Induced Pluripotent Stem (iPS) Cells

induced-pluripotent-stem-cells“We are making the human body available for research.” -Emile Nuwaysir Cellular Dynamics

While the lack of funding hindered stem cell research, scientists sought out alternatives to study disease at the cellular level. In 2006, Dr. Shinya Yamanaka of Kyoto University took skin cells from a mouse and exposed them to various combinations of 30 genes known to be important in cellular development. When Dr. Yamanaka discovered the right combination of four genes, he harnessed the natural capability of viruses to enter cells and used them as vehicles to deliver these four genes into the cell’s genome. Once they entered the genome, the genes reprogrammed the skin cells into an embryo-like state.

In 2007, Dr. Yamanaka used the same four factors to turn the clock back on human skin cells. That same year, Dr. James A. Thomson of the University of Wisconsin also created these powerful human stem cells – but through a different combination of genes. This new type of stem cell, called an induced pluripotent stem (iPS) cell (or iPSC), promises to revolutionize the way human disease is studied. Drs. Thomson and Yamanaka went on to share the 2011 King Faisal International Prize in Medicine for their pioneering work. A year later, Dr. Yamanaka and Sir John B. Gurdon, a British biologist who utilized frog eggs in 1962 to determine that cells posses this reversible property, were awarded the Nobel Prize for Medicine and recognized as the visionaries behind iPSC technology.

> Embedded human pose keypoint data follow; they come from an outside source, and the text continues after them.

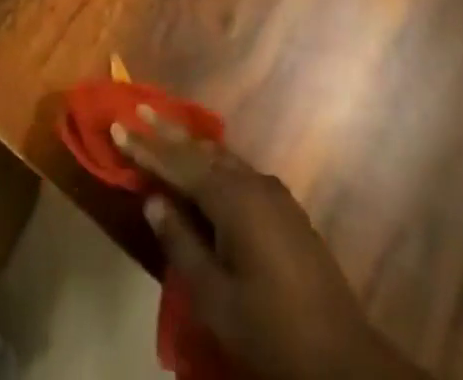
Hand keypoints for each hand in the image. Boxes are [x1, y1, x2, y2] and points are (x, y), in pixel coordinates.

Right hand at [118, 118, 425, 379]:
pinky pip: (239, 172)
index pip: (179, 165)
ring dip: (191, 145)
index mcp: (234, 199)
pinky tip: (205, 166)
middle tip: (139, 107)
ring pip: (223, 158)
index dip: (146, 148)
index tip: (118, 124)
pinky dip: (214, 163)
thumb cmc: (271, 331)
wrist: (344, 359)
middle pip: (202, 150)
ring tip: (164, 128)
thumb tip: (155, 201)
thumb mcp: (216, 298)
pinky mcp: (285, 210)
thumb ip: (182, 244)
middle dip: (168, 132)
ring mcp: (274, 194)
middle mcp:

Michael Christman on “disease in a dish” technology:
“Screening drug candidates in a stem cell model will likely result in effective drugs getting into the market faster, since testing in the diseased environment has been proven even prior to the clinical trial. Significantly, this technology has the potential to offer medicines that are better targeted for individual patients. Finally, it also promises to reduce the cost burden of research and development, and in turn, the cost to patients for their prescription drugs.”

Next Generation iPS Cells

Inserting virus DNA that combines with a cell’s DNA can trigger that cell to become cancerous. Due to this undesirable outcome, scientists are moving away from using viruses and have found a new approach to reprogram cells using more benign vehicles to deliver the genes. One such technique involves circular DNA called plasmids. Plasmids are DNA molecules that are separate from, and can replicate independently of, the chromosomal DNA; they are designed to stay separate from the host cell’s genome.

In the lab, scientists introduce two or three plasmids containing multiple reprogramming genes, into the cells. The plasmids reprogram the cells into a stem cell state without integrating into the genome themselves. For example, when researchers transfer the circular DNA into blood cells, the introduced genes turn on, converting the blood cells into the desirable induced pluripotent stem cells within just 14 days. Unlike viral methods, after the iPS cells are formed, the circular DNA delivered into the blood cells is gradually lost.